Stored data:
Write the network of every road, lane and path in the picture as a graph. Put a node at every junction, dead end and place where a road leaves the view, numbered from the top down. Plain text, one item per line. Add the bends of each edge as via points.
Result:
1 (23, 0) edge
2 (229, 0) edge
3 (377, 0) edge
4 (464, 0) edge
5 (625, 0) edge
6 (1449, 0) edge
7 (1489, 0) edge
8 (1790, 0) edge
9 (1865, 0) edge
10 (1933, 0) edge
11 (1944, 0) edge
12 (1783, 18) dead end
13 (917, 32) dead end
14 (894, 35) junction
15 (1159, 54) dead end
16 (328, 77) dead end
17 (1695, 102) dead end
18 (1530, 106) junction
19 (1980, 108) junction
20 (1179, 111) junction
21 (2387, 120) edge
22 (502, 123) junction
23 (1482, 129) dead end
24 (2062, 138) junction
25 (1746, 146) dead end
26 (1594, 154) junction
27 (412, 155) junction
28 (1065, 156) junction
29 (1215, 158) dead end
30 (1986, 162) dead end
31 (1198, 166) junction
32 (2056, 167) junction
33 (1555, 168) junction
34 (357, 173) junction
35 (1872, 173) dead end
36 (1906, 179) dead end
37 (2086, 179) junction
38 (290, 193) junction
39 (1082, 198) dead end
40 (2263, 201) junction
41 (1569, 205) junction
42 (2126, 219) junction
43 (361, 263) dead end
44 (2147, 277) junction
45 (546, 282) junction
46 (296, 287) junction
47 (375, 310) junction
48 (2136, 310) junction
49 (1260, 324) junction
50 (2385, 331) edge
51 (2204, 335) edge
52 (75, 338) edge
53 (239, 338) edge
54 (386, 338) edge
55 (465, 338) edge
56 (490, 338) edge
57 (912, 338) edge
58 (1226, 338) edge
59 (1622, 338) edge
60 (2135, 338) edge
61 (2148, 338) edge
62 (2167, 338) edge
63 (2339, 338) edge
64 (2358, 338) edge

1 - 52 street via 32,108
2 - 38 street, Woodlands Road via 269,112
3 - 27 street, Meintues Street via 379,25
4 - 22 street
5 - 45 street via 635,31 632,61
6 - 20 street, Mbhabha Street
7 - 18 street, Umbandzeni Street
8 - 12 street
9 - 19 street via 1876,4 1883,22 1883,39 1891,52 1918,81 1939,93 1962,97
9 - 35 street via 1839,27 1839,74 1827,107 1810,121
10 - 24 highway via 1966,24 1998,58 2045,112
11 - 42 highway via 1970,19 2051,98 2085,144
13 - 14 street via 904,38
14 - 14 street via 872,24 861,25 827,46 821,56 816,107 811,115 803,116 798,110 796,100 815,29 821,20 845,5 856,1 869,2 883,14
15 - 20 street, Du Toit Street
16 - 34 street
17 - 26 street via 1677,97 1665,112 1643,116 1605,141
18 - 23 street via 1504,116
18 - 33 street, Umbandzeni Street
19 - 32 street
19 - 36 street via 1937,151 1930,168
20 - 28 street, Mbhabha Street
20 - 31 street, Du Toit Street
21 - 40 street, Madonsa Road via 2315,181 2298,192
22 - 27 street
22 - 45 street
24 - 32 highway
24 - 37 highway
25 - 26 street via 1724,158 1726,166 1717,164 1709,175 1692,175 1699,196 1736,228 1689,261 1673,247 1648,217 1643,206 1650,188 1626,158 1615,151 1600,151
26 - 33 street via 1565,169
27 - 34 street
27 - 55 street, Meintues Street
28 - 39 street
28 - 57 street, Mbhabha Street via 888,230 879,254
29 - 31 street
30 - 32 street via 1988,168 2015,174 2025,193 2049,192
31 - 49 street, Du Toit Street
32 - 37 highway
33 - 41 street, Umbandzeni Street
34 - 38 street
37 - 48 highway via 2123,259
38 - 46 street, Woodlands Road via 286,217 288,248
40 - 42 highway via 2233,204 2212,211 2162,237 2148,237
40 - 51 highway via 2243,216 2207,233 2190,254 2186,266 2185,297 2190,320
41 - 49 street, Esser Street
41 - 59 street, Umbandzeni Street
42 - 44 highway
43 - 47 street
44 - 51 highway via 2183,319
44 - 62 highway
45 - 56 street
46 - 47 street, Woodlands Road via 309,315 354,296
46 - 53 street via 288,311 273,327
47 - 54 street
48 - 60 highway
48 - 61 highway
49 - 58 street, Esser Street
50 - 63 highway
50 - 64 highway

## TASK REQUIREMENTS
All the lines above should appear again in the answer, exactly as written.

## EXERCISE SOLUTION
Write the network of every road, lane and path in the picture as a graph. Put a node at every junction, dead end and place where a road leaves the view, numbered from the top down. Plain text, one item per line. Add the bends of each edge as via points.
Result:
1 (23, 0) edge
2 (229, 0) edge
3 (377, 0) edge
4 (464, 0) edge
5 (625, 0) edge
6 (1449, 0) edge
7 (1489, 0) edge
8 (1790, 0) edge
9 (1865, 0) edge
10 (1933, 0) edge
11 (1944, 0) edge
12 (1783, 18) dead end
13 (917, 32) dead end
14 (894, 35) junction
15 (1159, 54) dead end
16 (328, 77) dead end
17 (1695, 102) dead end
18 (1530, 106) junction
19 (1980, 108) junction
20 (1179, 111) junction
21 (2387, 120) edge
22 (502, 123) junction
23 (1482, 129) dead end
24 (2062, 138) junction
25 (1746, 146) dead end
26 (1594, 154) junction
27 (412, 155) junction
28 (1065, 156) junction
29 (1215, 158) dead end
30 (1986, 162) dead end
31 (1198, 166) junction
32 (2056, 167) junction
33 (1555, 168) junction
34 (357, 173) junction
35 (1872, 173) dead end
36 (1906, 179) dead end
37 (2086, 179) junction
38 (290, 193) junction
39 (1082, 198) dead end
40 (2263, 201) junction
41 (1569, 205) junction
42 (2126, 219) junction
43 (361, 263) dead end
44 (2147, 277) junction
45 (546, 282) junction
46 (296, 287) junction
47 (375, 310) junction
48 (2136, 310) junction
49 (1260, 324) junction
50 (2385, 331) edge
51 (2204, 335) edge
52 (75, 338) edge
53 (239, 338) edge
54 (386, 338) edge
55 (465, 338) edge
56 (490, 338) edge
57 (912, 338) edge
58 (1226, 338) edge
59 (1622, 338) edge
60 (2135, 338) edge
61 (2148, 338) edge
62 (2167, 338) edge
63 (2339, 338) edge
64 (2358, 338) edge

1 - 52 street via 32,108
2 - 38 street, Woodlands Road via 269,112
3 - 27 street, Meintues Street via 379,25
4 - 22 street
5 - 45 street via 635,31 632,61
6 - 20 street, Mbhabha Street
7 - 18 street, Umbandzeni Street
8 - 12 street
9 - 19 street via 1876,4 1883,22 1883,39 1891,52 1918,81 1939,93 1962,97
9 - 35 street via 1839,27 1839,74 1827,107 1810,121
10 - 24 highway via 1966,24 1998,58 2045,112
11 - 42 highway via 1970,19 2051,98 2085,144
13 - 14 street via 904,38
14 - 14 street via 872,24 861,25 827,46 821,56 816,107 811,115 803,116 798,110 796,100 815,29 821,20 845,5 856,1 869,2 883,14
15 - 20 street, Du Toit Street
16 - 34 street
17 - 26 street via 1677,97 1665,112 1643,116 1605,141
18 - 23 street via 1504,116
18 - 33 street, Umbandzeni Street
19 - 32 street
19 - 36 street via 1937,151 1930,168
20 - 28 street, Mbhabha Street
20 - 31 street, Du Toit Street
21 - 40 street, Madonsa Road via 2315,181 2298,192
22 - 27 street
22 - 45 street
24 - 32 highway
24 - 37 highway
25 - 26 street via 1724,158 1726,166 1717,164 1709,175 1692,175 1699,196 1736,228 1689,261 1673,247 1648,217 1643,206 1650,188 1626,158 1615,151 1600,151
26 - 33 street via 1565,169
27 - 34 street
27 - 55 street, Meintues Street
28 - 39 street
28 - 57 street, Mbhabha Street via 888,230 879,254
29 - 31 street
30 - 32 street via 1988,168 2015,174 2025,193 2049,192
31 - 49 street, Du Toit Street
32 - 37 highway
33 - 41 street, Umbandzeni Street
34 - 38 street
37 - 48 highway via 2123,259
38 - 46 street, Woodlands Road via 286,217 288,248
40 - 42 highway via 2233,204 2212,211 2162,237 2148,237
40 - 51 highway via 2243,216 2207,233 2190,254 2186,266 2185,297 2190,320
41 - 49 street, Esser Street
41 - 59 street, Umbandzeni Street
42 - 44 highway
43 - 47 street
44 - 51 highway via 2183,319
44 - 62 highway
45 - 56 street
46 - 47 street, Woodlands Road via 309,315 354,296
46 - 53 street via 288,311 273,327
47 - 54 street
48 - 60 highway
48 - 61 highway
49 - 58 street, Esser Street
50 - 63 highway
50 - 64 highway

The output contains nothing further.